Check each line of the material for "nodes" and report how many lines have it, with nothing added.

§ **Data records**
+---+
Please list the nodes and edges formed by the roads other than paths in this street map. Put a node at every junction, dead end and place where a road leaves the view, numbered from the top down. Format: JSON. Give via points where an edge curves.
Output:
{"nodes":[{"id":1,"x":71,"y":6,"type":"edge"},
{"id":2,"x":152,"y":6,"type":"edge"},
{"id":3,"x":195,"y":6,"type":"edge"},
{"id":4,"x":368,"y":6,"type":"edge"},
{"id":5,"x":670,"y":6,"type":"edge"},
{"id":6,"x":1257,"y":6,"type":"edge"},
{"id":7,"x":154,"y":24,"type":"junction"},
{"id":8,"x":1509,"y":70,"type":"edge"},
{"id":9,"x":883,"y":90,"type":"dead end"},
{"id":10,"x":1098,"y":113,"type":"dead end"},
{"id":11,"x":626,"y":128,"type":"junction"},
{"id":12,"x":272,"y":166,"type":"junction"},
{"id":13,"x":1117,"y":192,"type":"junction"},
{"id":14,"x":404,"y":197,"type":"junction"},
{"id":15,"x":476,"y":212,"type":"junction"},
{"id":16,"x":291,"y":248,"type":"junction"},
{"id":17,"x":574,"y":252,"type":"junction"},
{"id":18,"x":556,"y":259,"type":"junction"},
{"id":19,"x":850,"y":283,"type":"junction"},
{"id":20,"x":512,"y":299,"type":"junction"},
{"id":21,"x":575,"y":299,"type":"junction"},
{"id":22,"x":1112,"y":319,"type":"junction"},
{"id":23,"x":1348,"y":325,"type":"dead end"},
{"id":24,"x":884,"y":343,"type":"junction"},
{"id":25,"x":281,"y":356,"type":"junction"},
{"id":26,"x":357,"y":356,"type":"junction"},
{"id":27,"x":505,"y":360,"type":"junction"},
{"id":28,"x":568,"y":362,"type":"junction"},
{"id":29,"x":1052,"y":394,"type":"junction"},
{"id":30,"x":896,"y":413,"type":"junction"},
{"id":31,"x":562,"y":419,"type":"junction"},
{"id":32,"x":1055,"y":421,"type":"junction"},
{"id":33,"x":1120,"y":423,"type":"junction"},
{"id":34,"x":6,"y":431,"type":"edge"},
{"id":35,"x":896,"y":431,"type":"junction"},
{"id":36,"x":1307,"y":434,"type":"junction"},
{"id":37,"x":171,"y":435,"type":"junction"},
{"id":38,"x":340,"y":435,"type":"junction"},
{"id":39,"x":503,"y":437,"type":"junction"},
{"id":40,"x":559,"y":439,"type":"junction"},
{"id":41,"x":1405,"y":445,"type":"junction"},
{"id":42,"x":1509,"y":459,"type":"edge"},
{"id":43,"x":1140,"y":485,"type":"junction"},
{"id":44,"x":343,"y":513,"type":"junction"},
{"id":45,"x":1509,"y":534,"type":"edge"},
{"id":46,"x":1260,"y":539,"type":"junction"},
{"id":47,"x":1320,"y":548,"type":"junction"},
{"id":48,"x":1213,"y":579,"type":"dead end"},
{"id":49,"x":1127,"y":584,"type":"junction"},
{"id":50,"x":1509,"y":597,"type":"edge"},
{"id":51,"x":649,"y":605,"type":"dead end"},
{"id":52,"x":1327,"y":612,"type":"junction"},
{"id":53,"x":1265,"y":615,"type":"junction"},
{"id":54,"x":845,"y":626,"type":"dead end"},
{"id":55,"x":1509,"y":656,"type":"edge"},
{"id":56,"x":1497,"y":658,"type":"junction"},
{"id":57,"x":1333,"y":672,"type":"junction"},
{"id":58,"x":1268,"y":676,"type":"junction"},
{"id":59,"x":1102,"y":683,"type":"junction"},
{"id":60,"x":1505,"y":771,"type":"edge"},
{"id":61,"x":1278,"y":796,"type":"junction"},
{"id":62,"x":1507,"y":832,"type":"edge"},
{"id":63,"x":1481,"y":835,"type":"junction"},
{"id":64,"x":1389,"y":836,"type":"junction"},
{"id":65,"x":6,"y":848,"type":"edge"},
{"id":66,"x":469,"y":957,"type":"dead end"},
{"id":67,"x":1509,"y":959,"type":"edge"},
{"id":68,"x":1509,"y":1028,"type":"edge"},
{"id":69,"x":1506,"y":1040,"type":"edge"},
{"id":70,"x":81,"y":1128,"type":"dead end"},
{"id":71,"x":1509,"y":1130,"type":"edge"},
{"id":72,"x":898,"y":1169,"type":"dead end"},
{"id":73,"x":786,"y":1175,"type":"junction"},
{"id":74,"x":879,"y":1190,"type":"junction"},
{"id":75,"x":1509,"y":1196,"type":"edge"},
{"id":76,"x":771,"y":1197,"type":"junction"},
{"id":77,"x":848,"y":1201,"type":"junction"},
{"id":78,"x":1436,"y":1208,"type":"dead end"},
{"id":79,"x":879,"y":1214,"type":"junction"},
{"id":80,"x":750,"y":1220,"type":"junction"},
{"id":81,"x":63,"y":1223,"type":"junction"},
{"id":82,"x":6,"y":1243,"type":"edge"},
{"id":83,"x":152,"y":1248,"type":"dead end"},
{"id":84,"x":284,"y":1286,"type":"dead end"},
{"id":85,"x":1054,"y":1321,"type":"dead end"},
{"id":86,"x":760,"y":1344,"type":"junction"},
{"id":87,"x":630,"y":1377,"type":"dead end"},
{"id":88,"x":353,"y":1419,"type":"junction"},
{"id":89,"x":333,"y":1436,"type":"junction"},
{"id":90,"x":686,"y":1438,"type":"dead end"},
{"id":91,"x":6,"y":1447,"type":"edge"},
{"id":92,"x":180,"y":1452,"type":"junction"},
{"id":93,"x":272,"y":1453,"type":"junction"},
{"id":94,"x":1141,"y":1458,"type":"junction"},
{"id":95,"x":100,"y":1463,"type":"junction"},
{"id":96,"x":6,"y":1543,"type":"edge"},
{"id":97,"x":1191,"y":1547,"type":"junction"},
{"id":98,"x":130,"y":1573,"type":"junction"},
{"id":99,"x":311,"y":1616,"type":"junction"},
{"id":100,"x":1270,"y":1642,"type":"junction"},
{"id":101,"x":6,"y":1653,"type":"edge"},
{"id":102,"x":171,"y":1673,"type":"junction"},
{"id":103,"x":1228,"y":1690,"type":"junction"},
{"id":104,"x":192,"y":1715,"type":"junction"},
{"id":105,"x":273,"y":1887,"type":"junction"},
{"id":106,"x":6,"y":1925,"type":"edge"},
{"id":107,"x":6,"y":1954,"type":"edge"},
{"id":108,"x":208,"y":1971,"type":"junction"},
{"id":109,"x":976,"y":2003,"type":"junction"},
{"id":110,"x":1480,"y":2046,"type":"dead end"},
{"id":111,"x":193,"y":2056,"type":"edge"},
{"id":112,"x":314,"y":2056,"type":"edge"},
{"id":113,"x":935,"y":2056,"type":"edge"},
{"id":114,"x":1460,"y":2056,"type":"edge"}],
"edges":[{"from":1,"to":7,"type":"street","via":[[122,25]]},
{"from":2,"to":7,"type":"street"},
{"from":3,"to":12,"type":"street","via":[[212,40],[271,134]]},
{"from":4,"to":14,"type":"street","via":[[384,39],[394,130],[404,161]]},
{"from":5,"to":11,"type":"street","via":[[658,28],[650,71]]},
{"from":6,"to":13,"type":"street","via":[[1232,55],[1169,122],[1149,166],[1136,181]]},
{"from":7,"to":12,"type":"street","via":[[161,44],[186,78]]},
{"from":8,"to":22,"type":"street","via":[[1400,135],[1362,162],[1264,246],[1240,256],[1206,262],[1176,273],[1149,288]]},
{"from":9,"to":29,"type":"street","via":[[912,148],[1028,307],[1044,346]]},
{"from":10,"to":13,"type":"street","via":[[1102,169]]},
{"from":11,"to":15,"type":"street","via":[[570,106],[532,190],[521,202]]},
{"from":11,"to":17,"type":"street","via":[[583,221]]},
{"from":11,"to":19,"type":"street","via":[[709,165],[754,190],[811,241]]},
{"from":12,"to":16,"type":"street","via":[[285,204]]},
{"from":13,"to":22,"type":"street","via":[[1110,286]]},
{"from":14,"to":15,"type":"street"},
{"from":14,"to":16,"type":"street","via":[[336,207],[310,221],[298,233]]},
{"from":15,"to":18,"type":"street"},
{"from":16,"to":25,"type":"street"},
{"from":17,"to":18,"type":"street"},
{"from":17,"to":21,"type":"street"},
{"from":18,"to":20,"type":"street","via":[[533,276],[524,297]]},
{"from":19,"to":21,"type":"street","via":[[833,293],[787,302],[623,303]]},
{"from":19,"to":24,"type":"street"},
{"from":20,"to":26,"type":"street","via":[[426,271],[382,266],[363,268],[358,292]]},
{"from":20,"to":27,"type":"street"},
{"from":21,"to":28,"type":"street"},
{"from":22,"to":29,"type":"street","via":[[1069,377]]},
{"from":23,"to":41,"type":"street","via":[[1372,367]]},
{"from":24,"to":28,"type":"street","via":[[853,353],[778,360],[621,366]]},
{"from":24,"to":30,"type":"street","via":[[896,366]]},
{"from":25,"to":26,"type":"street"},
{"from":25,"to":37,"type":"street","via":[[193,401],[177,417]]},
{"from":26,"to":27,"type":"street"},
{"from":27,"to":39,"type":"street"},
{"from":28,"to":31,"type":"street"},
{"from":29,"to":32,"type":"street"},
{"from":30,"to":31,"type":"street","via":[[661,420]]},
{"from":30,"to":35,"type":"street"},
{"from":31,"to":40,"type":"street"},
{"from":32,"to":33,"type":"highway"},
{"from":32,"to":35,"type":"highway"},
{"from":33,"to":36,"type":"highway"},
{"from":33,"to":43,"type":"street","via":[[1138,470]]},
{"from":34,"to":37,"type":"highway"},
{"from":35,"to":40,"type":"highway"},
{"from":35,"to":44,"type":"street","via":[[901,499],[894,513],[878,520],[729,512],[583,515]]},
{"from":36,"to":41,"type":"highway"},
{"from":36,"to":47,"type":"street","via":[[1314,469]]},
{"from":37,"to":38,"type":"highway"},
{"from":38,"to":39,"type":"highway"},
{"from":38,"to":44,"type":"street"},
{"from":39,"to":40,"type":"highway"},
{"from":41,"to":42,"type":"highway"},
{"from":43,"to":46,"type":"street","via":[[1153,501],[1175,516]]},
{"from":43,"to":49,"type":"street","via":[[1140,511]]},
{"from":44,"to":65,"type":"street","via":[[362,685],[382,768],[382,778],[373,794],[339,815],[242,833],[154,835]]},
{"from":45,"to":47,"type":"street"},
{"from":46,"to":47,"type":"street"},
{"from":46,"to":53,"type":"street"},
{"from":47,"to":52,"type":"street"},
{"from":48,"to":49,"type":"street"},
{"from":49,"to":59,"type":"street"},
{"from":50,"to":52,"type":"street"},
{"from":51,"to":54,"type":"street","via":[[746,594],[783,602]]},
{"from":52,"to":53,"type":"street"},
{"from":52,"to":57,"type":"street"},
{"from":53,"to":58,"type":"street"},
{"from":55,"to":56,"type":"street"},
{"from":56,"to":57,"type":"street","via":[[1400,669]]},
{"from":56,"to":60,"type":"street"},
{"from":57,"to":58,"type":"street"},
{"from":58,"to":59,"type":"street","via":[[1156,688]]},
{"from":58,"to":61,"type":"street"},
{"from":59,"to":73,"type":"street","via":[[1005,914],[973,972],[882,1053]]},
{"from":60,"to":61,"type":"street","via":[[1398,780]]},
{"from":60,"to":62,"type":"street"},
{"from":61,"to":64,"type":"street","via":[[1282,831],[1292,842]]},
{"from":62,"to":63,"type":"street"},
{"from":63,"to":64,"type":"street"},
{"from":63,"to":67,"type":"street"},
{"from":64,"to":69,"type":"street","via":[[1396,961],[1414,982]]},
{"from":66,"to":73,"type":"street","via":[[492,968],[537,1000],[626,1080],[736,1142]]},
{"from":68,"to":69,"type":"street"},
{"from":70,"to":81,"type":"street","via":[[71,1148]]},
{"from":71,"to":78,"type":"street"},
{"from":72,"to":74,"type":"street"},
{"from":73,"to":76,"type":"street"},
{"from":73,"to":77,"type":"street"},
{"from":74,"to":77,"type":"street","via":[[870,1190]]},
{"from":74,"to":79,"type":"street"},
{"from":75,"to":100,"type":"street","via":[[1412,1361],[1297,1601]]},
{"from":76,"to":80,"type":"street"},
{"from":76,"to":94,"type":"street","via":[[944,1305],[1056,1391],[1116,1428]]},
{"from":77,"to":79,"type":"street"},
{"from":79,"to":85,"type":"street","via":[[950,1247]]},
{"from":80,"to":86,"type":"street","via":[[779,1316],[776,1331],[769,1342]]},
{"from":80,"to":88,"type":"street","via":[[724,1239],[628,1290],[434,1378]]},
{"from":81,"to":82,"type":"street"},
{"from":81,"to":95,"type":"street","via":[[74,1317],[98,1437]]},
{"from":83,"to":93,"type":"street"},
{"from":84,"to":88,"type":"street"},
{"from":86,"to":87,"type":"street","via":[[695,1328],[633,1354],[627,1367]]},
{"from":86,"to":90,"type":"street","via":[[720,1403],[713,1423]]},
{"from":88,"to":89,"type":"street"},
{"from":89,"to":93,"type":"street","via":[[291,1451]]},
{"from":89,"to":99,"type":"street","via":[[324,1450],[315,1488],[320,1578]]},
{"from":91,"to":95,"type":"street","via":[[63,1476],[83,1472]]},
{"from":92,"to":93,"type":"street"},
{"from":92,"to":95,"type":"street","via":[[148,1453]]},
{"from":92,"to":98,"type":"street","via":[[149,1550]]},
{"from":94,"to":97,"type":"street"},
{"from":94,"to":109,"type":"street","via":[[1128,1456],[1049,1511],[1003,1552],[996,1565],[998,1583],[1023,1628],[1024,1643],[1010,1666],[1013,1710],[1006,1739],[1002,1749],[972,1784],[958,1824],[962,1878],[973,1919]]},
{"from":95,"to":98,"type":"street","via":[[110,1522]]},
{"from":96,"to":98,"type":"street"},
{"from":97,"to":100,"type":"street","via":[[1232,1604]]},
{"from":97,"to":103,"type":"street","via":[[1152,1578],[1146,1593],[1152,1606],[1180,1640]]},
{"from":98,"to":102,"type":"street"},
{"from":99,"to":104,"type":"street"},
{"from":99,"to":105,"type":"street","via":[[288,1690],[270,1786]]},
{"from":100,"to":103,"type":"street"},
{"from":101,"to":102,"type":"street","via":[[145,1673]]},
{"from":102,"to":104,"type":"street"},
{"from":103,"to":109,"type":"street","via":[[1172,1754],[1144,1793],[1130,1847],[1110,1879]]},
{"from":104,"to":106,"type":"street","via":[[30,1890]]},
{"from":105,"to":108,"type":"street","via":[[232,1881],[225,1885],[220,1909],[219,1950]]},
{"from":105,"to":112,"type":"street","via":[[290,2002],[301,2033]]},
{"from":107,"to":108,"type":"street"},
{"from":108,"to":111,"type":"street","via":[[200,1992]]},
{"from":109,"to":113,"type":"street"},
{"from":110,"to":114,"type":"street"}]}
+---+
§ **Response box**
2